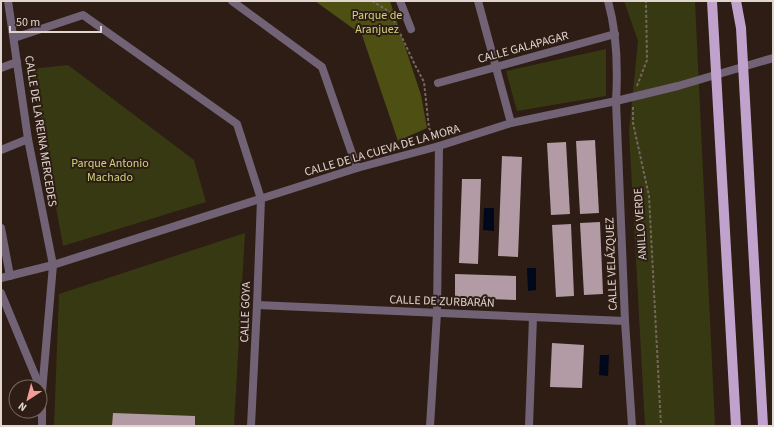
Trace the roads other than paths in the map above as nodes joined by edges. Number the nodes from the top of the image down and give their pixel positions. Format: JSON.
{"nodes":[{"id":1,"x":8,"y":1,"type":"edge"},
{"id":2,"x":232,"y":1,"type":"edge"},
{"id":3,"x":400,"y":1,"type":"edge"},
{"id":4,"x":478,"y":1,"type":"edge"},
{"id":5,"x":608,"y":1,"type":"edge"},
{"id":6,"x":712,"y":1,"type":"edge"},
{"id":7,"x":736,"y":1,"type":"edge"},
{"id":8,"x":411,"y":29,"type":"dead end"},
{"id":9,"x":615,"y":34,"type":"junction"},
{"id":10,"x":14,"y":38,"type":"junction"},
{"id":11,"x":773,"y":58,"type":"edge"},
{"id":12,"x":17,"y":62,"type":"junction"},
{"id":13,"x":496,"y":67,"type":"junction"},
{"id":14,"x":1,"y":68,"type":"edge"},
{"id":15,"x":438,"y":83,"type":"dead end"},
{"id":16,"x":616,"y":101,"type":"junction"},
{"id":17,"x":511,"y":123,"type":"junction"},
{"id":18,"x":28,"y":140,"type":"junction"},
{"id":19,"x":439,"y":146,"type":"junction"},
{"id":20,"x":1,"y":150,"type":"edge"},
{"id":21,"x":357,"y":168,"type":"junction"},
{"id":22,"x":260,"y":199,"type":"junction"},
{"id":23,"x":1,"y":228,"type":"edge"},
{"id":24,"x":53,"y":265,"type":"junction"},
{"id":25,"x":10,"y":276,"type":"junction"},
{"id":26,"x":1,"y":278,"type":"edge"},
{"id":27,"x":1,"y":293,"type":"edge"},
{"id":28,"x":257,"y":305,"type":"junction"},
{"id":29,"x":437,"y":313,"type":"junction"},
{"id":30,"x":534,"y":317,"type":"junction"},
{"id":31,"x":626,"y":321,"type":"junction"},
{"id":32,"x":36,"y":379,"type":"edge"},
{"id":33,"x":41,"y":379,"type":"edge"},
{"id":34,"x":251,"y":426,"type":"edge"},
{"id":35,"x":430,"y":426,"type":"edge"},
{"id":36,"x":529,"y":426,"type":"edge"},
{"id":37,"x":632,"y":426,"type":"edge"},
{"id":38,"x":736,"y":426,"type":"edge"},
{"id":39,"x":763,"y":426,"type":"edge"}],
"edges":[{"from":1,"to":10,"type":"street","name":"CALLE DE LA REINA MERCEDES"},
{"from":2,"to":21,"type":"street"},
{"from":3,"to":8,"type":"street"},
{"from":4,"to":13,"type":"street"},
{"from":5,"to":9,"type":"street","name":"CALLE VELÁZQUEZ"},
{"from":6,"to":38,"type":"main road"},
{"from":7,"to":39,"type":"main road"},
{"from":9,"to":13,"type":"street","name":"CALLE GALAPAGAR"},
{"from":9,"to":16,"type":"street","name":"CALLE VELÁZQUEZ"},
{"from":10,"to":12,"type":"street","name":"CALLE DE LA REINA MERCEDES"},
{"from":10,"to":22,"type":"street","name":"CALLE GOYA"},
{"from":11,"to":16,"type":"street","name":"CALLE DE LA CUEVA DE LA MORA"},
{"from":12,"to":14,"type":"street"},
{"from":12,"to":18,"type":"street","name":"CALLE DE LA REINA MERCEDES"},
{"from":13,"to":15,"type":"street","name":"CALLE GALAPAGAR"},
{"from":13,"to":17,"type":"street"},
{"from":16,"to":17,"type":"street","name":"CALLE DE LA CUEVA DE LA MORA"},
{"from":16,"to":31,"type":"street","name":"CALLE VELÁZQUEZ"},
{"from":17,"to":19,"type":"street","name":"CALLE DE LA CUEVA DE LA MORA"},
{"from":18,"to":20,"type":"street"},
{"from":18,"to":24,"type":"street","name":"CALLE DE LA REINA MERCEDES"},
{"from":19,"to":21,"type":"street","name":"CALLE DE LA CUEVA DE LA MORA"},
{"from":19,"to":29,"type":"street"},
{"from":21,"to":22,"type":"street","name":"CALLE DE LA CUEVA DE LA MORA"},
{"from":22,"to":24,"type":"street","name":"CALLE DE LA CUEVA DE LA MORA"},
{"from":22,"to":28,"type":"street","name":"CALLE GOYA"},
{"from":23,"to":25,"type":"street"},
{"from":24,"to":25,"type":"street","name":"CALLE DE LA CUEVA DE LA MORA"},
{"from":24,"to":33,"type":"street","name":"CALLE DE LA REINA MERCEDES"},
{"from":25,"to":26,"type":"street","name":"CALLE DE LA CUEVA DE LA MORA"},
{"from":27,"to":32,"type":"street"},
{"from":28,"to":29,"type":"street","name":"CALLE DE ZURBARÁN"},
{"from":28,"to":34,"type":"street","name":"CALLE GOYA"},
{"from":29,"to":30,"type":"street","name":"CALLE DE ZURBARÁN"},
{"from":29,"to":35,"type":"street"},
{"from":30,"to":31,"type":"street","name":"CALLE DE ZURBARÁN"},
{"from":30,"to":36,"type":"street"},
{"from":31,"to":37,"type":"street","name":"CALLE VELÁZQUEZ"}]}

*WORK REQUIRED:* Wherever the string "ZURBARÁN" appears in the records above, copy the line it sits in.

*COMPLETED EXERCISE:*
{"from":28,"to":29,"type":"street","name":"CALLE DE ZURBARÁN"},
{"from":29,"to":30,"type":"street","name":"CALLE DE ZURBARÁN"},
{"from":30,"to":31,"type":"street","name":"CALLE DE ZURBARÁN"},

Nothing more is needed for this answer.